Spring: Plastic bags snagged in the stubble field are turned into the soil.
Good house: / sparrows out back / feasting in the millet. — Issa
Two mylar Valentine’s Day balloons are stuck high in my neighbor’s silver maple. They aren’t just an eyesore; they pose a threat to area birds. This isn’t how you tell someone you love them.
Dried hydrangea blossoms stumble along the culdesac, the wind’s playthings.
Snow. Wind. A pair of red-winged blackbirds clings to the crabapple.

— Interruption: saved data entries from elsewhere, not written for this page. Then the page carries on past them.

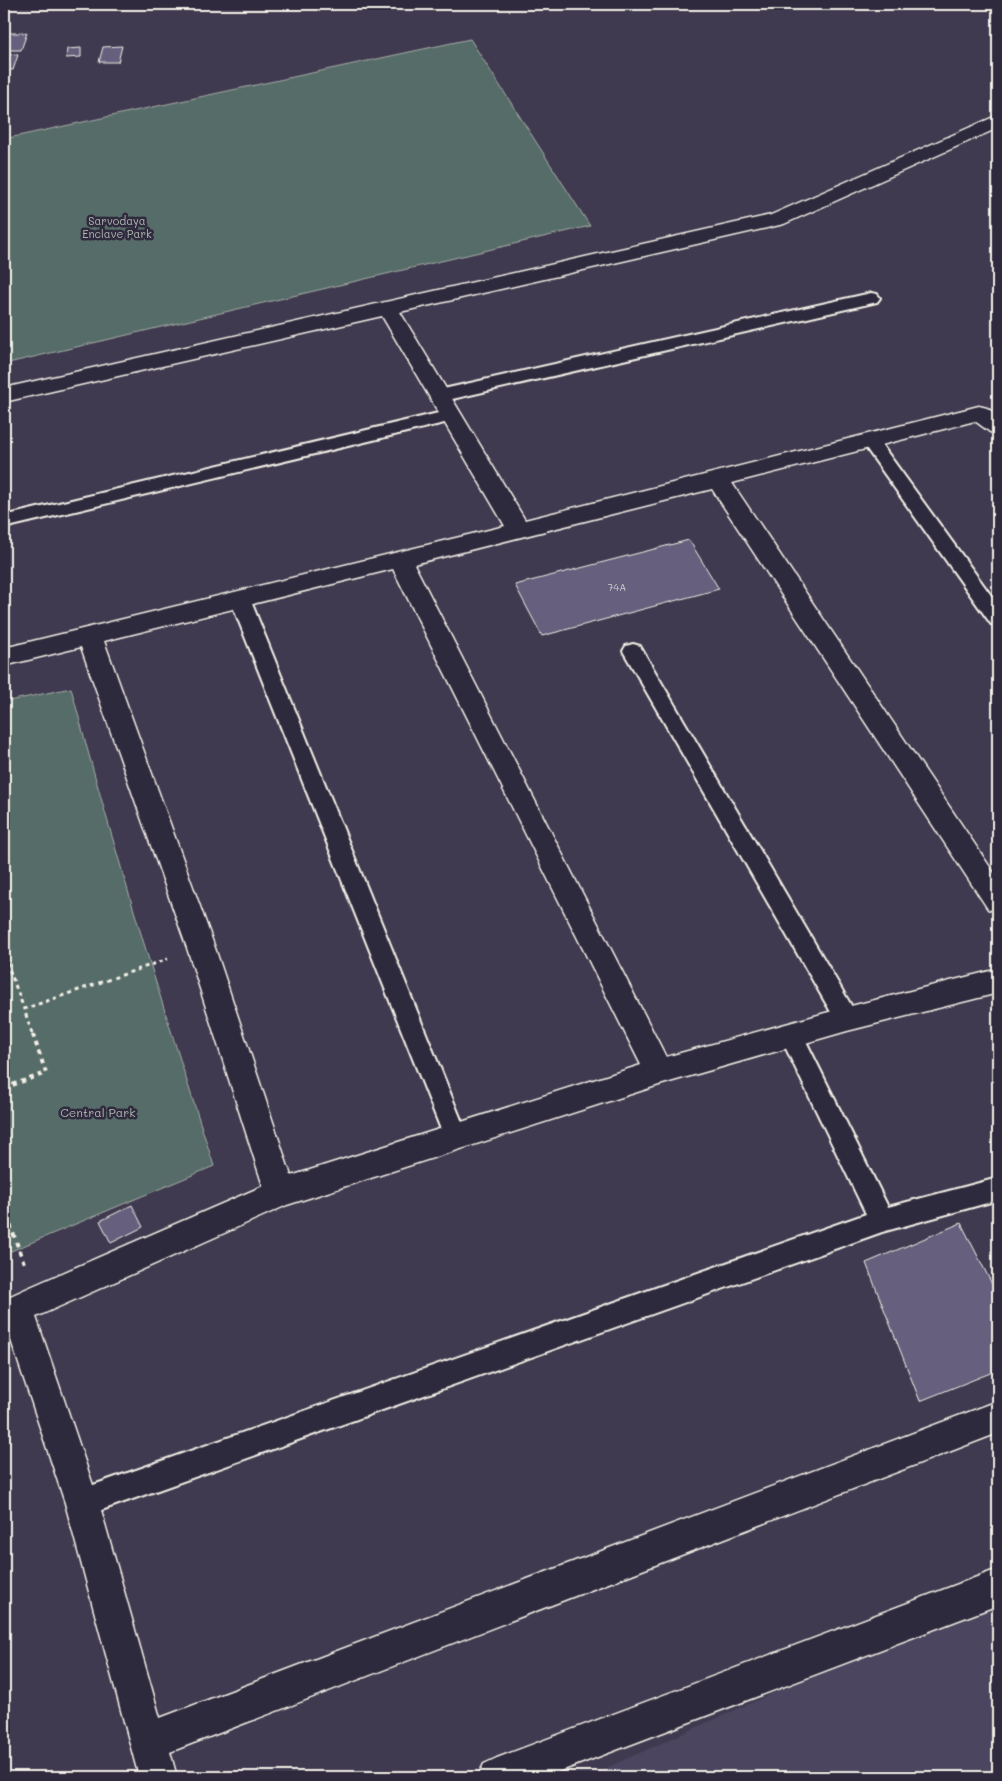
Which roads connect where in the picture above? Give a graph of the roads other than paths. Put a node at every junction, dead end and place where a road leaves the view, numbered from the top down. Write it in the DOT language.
graph roads {
  1 [pos="998,120"];
  2 [pos="871,298"];
  3 [pos="387,307"];
  4 [pos="4,395"];
  5 [pos="439,396"];
  6 [pos="451,416"];
  7 [pos="998,427"];
  8 [pos="870,441"];
  9 [pos="718,480"];
  10 [pos="4,522"];
  11 [pos="519,530"];
  12 [pos="400,559"];
  13 [pos="240,598"];
  14 [pos="998,619"];
  15 [pos="90,636"];
  16 [pos="633,651"];
  17 [pos="4,657"];
  18 [pos="998,901"];
  19 [pos="998,981"];
  20 [pos="847,1019"];
  21 [pos="790,1034"];
  22 [pos="659,1072"];
  23 [pos="456,1137"];
  24 [pos="998,1189"];
  25 [pos="281,1193"];
  26 [pos="882,1220"];
  27 [pos="20,1309"];
  28 [pos="998,1418"];
  29 [pos="82,1504"];
  30 [pos="998,1587"];
  31 [pos="149,1741"];
  32 [pos="158,1777"];
  33 [pos="497,1777"];
  1 -- 3 [label="street"];
  2 -- 5 [label="lane"];
  3 -- 4 [label="street"];
  3 -- 5 [label="street"];
  5 -- 6 [label="street"];
  6 -- 10 [label="lane"];
  6 -- 11 [label="street"];
  7 -- 8 [label="street"];
  8 -- 9 [label="street"];
  8 -- 14 [label="lane"];
  9 -- 11 [label="street"];
  9 -- 18 [label="street"];
  11 -- 12 [label="street"];
  12 -- 13 [label="street"];
  12 -- 22 [label="street"];
  13 -- 15 [label="street"];
  13 -- 23 [label="lane"];
  15 -- 17 [label="street"];
  15 -- 25 [label="street"];
  16 -- 20 [label="lane"];
  19 -- 20 [label="street"];
  20 -- 21 [label="street"];
  21 -- 22 [label="street"];
  21 -- 26 [label="lane"];
  22 -- 23 [label="street"];
  23 -- 25 [label="street"];
  24 -- 26 [label="lane"];
  25 -- 27 [label="street"];
  26 -- 29 [label="lane"];
  27 -- 29 [label="street"];
  28 -- 31 [label="street"];
  29 -- 31 [label="street"];
  30 -- 33 [label="street"];
  31 -- 32 [label="street"];
}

You can tell a lot about a person from their detritus.
I come to know you through the things the wind blows from your yard to mine.
You once held the mylar balloons that quiver in the silver maple.
Your inflatable packing is strewn across my yard like entrails.
I walk around picking up your branches, your receipts, your skiffs of tinfoil.
Take my birds as a sign of goodwill. Let them sing you back to joy.
I’ll retrieve your balloons with a cherry picker — deflated hearts that announce your love.
Your plastic will become my plastic. Your glass, my glass. I want your caps, your lids, your Juicy Juice boxes and their delicate little straws. Let it all blow my way.
What’s this? Your pill sorter. The chambers are chalky and taste like salt.
Have my watering can and two-tiered birdbath, my chipmunk and his major and minor hoards.
You crossed the boundary long ago, so take what you want. This leaf. This seed. This wagon. This hoe.